Within the records that follow, count the lines containing the string "Avenue". Reply only with the count.

(Dataset entries)
=== Section Start ===

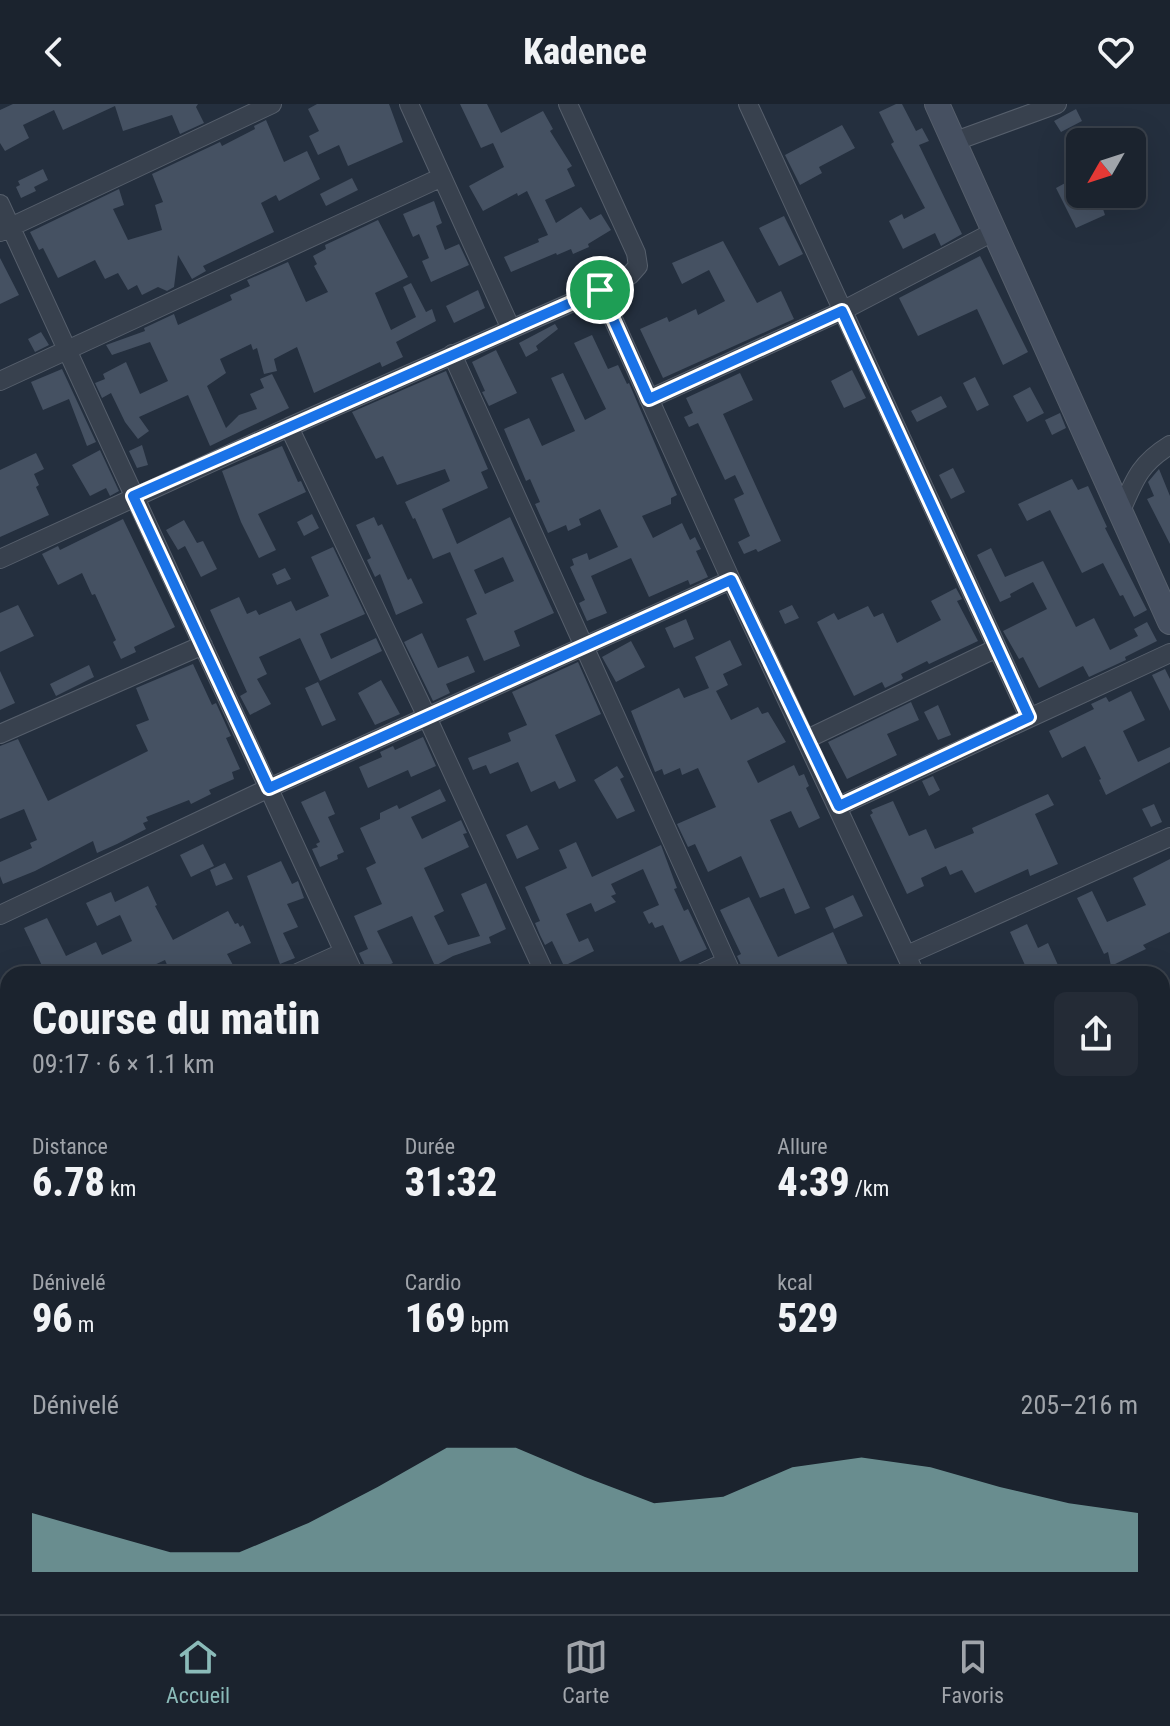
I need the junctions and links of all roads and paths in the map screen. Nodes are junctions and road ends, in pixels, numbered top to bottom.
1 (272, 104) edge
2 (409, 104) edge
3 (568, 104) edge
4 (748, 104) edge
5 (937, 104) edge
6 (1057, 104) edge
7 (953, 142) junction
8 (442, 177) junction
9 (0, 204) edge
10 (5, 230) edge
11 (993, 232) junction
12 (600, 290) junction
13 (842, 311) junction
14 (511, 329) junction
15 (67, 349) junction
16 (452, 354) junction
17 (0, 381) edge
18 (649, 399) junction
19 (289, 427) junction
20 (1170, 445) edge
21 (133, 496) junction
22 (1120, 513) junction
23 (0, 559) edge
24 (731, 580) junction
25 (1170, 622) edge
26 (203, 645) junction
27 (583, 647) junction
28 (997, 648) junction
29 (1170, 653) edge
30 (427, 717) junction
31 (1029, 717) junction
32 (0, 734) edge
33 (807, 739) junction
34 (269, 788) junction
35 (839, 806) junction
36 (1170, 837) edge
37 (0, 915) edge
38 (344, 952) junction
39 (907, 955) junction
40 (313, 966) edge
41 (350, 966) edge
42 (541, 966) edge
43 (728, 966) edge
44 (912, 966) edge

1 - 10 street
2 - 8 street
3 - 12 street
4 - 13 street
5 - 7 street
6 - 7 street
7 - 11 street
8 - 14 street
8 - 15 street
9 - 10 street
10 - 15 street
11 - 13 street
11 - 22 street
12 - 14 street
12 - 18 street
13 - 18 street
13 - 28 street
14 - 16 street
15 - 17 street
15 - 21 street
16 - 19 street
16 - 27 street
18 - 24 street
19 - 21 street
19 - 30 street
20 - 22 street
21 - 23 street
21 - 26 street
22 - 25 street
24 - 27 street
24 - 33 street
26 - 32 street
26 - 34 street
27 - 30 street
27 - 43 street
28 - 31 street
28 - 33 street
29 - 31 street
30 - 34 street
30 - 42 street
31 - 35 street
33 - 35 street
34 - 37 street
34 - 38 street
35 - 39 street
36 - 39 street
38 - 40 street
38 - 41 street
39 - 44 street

=== Section End ===
=== Section Start ===

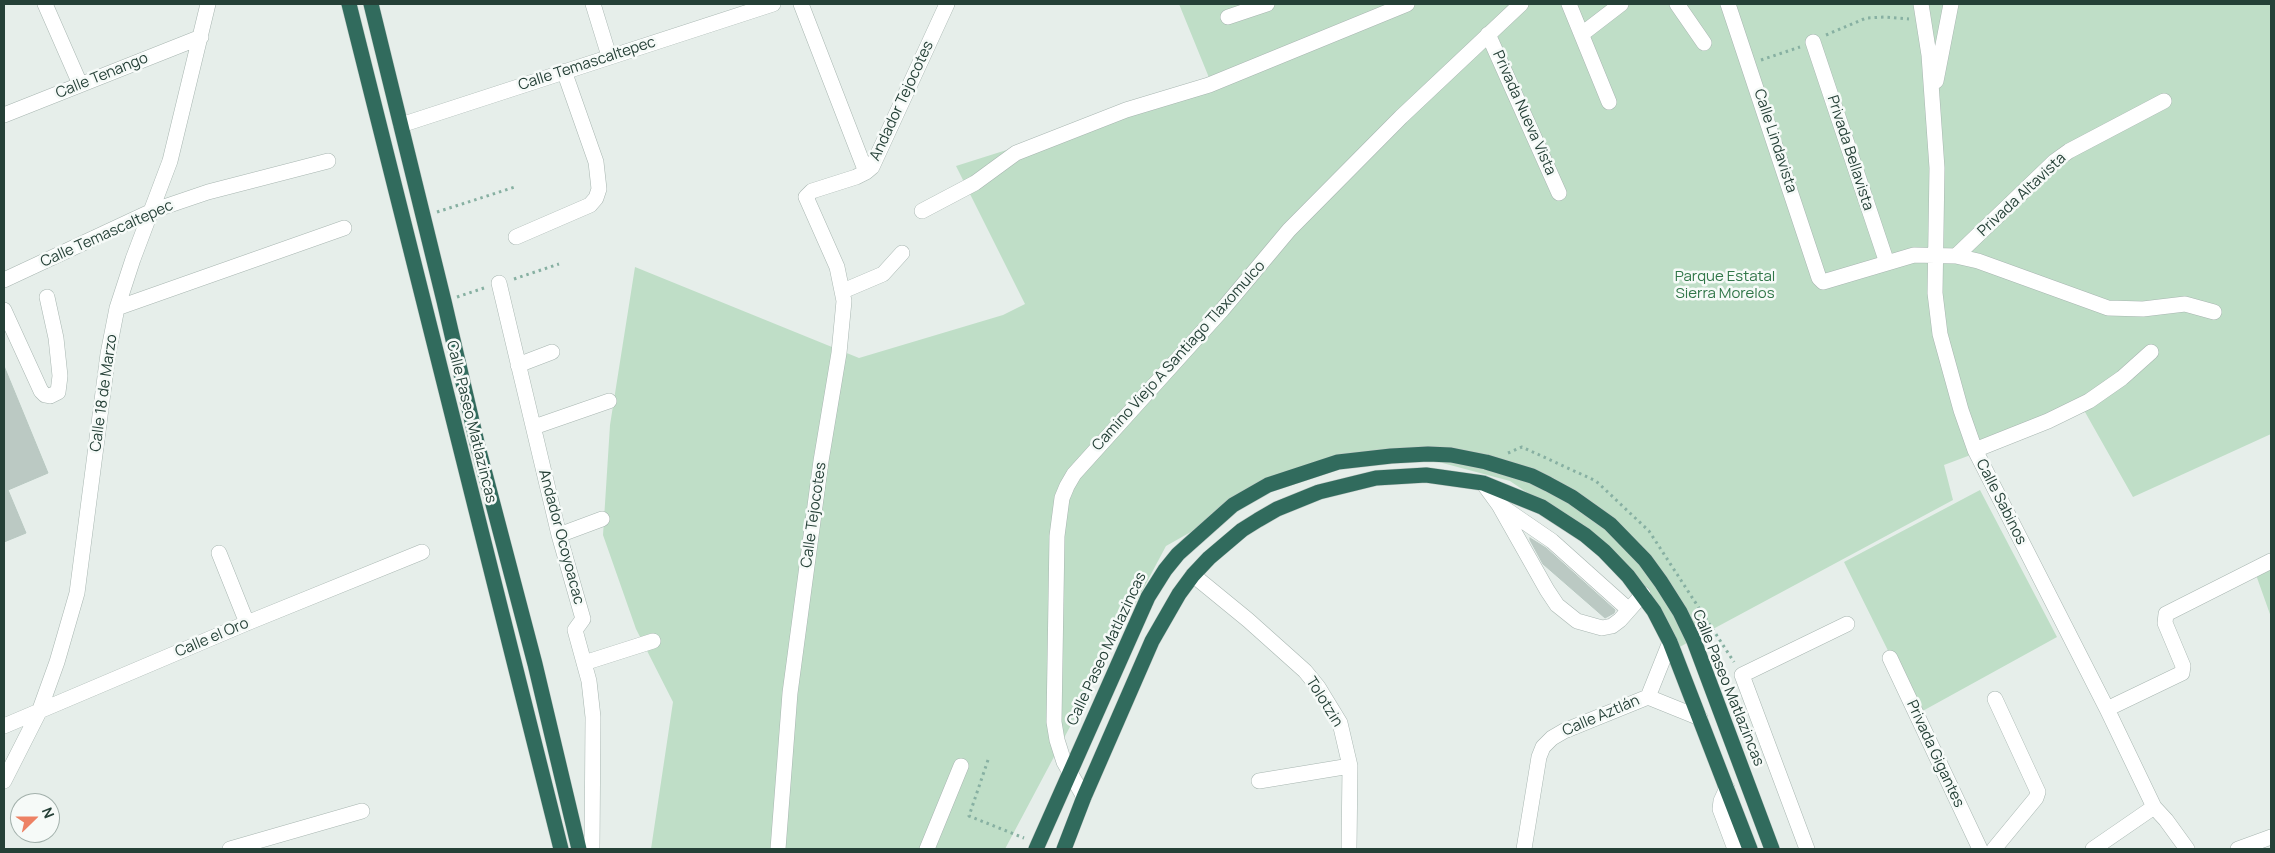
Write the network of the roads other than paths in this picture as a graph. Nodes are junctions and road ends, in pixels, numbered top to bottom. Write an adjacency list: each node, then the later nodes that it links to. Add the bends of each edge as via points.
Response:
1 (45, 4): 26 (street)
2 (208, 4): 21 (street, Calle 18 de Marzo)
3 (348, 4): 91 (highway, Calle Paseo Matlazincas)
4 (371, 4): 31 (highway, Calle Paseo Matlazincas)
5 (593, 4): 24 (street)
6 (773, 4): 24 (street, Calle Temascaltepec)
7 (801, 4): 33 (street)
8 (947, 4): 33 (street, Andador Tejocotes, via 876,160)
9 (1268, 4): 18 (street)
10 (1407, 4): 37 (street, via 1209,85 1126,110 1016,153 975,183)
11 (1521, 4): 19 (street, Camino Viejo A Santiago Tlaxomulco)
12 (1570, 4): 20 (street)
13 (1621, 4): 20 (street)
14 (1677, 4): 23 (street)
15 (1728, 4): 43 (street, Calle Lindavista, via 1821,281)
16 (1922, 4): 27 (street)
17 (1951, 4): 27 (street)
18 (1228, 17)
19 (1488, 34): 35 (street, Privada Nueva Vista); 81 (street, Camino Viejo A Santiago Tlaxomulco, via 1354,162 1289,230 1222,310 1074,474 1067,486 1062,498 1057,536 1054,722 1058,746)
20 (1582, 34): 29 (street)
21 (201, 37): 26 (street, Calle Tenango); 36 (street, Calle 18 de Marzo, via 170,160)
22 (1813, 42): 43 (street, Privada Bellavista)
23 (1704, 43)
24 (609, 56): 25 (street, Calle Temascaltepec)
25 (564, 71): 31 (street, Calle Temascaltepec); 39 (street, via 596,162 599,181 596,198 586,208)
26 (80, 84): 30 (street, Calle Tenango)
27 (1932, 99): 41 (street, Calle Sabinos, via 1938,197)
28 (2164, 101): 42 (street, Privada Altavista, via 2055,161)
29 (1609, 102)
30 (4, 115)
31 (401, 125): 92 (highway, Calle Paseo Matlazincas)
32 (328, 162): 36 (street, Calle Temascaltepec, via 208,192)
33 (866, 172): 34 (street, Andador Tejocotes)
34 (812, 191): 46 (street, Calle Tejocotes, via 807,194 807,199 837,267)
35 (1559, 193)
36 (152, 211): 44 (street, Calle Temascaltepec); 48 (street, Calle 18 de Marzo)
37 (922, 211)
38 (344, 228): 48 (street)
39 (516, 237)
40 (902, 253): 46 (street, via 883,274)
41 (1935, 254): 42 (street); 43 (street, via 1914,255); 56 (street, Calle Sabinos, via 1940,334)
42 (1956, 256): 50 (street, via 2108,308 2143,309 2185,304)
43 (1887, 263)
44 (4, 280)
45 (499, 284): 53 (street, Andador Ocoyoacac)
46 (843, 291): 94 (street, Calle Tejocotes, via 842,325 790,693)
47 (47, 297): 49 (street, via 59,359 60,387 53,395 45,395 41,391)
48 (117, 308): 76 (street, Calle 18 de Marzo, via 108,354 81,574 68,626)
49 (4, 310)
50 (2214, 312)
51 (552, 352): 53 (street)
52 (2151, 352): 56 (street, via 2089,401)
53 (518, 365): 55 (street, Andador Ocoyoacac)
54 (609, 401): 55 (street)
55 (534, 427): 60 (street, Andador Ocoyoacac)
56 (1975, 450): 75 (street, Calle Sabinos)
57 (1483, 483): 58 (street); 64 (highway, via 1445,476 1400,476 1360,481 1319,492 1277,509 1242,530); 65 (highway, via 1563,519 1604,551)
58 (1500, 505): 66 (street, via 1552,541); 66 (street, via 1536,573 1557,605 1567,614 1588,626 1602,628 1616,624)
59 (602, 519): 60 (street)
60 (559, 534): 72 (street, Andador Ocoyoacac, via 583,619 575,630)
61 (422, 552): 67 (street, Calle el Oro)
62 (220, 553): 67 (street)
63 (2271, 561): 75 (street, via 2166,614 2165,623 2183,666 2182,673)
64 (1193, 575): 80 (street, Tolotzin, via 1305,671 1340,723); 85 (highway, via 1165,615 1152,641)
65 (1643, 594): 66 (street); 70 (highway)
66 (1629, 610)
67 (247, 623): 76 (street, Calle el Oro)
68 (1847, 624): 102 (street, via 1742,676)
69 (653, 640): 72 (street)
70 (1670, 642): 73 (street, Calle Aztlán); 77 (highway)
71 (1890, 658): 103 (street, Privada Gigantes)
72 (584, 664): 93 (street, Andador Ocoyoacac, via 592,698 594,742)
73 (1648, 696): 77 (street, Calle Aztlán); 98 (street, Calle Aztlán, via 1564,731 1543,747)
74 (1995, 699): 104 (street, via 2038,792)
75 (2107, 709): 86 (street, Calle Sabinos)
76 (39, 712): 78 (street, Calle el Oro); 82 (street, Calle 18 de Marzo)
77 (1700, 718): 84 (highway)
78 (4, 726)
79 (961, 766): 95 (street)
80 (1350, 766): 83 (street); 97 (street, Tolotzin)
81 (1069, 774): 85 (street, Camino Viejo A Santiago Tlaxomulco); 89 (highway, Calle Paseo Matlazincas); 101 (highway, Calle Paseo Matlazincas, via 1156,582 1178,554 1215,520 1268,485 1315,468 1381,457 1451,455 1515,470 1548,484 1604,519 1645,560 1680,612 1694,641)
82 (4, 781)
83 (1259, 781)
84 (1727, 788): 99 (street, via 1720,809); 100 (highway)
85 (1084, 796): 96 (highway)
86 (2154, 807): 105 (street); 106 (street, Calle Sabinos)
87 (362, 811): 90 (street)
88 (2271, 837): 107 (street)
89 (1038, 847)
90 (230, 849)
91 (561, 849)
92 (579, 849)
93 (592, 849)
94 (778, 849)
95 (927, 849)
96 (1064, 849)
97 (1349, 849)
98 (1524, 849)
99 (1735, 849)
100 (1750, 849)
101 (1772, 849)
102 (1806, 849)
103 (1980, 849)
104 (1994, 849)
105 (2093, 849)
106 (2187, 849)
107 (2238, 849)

=== Section End ===
=== Section Start ===

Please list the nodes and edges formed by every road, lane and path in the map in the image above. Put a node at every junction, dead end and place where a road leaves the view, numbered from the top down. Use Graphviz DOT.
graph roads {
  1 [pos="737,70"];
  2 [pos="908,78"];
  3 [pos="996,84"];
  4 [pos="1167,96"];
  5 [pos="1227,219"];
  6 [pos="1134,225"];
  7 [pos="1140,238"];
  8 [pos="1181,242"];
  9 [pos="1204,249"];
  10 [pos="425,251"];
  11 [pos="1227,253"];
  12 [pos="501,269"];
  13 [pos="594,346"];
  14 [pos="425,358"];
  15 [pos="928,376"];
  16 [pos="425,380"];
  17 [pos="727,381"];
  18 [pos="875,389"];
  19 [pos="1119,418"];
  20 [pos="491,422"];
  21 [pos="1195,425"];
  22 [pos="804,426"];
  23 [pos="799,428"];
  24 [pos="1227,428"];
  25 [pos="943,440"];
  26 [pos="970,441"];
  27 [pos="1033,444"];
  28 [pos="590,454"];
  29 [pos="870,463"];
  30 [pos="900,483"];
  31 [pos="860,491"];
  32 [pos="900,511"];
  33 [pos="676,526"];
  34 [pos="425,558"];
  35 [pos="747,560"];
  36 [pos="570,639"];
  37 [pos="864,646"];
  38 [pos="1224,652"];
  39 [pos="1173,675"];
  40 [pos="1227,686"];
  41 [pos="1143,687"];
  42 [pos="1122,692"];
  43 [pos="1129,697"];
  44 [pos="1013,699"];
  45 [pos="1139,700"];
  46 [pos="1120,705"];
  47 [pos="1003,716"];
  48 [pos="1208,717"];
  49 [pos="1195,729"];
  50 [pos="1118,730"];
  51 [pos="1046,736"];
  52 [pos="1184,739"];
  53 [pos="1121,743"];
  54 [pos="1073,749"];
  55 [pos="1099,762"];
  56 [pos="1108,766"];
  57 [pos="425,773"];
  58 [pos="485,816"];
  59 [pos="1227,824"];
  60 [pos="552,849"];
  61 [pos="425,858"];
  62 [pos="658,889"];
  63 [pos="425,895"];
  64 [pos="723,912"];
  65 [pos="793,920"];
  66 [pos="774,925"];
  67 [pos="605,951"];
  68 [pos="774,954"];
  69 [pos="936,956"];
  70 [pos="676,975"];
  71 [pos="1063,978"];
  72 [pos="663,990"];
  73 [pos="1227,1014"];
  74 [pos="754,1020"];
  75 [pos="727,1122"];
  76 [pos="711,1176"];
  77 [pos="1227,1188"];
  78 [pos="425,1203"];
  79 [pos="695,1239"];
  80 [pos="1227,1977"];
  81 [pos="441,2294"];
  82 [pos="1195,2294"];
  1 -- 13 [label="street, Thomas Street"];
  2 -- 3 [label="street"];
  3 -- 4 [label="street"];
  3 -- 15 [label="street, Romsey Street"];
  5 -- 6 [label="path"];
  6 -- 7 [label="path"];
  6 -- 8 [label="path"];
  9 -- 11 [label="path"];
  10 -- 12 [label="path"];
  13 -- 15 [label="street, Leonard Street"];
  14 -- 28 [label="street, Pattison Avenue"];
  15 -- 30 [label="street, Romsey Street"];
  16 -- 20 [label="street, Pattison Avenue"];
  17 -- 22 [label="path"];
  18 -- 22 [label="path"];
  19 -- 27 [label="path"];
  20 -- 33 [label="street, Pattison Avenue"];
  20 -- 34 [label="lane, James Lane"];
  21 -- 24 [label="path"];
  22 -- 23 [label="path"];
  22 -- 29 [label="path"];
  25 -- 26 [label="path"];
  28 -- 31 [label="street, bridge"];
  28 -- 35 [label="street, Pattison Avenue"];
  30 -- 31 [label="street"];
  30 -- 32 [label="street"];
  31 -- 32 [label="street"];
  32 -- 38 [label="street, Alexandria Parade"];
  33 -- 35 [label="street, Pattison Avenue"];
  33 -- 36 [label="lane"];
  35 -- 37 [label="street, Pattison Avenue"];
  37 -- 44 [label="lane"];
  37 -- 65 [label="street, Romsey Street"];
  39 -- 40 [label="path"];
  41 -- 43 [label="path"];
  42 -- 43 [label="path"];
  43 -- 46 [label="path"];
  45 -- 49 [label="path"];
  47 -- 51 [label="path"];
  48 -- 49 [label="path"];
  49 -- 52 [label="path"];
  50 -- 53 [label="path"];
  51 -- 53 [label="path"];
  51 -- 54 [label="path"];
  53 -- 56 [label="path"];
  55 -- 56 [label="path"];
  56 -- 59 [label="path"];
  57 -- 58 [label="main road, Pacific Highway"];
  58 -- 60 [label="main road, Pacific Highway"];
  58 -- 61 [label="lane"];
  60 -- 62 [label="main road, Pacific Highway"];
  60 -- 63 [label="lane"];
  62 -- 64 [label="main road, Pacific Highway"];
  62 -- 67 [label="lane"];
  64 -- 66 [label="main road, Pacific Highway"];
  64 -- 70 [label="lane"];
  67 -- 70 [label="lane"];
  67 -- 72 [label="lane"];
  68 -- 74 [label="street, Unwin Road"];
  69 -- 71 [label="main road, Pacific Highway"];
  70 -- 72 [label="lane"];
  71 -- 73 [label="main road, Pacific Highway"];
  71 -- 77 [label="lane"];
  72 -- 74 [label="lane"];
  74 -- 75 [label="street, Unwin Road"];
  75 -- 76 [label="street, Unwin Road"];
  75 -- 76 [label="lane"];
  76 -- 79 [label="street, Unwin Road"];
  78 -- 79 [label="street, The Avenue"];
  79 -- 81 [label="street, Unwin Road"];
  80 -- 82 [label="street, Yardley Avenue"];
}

=== Section End ===

Solved problem » 8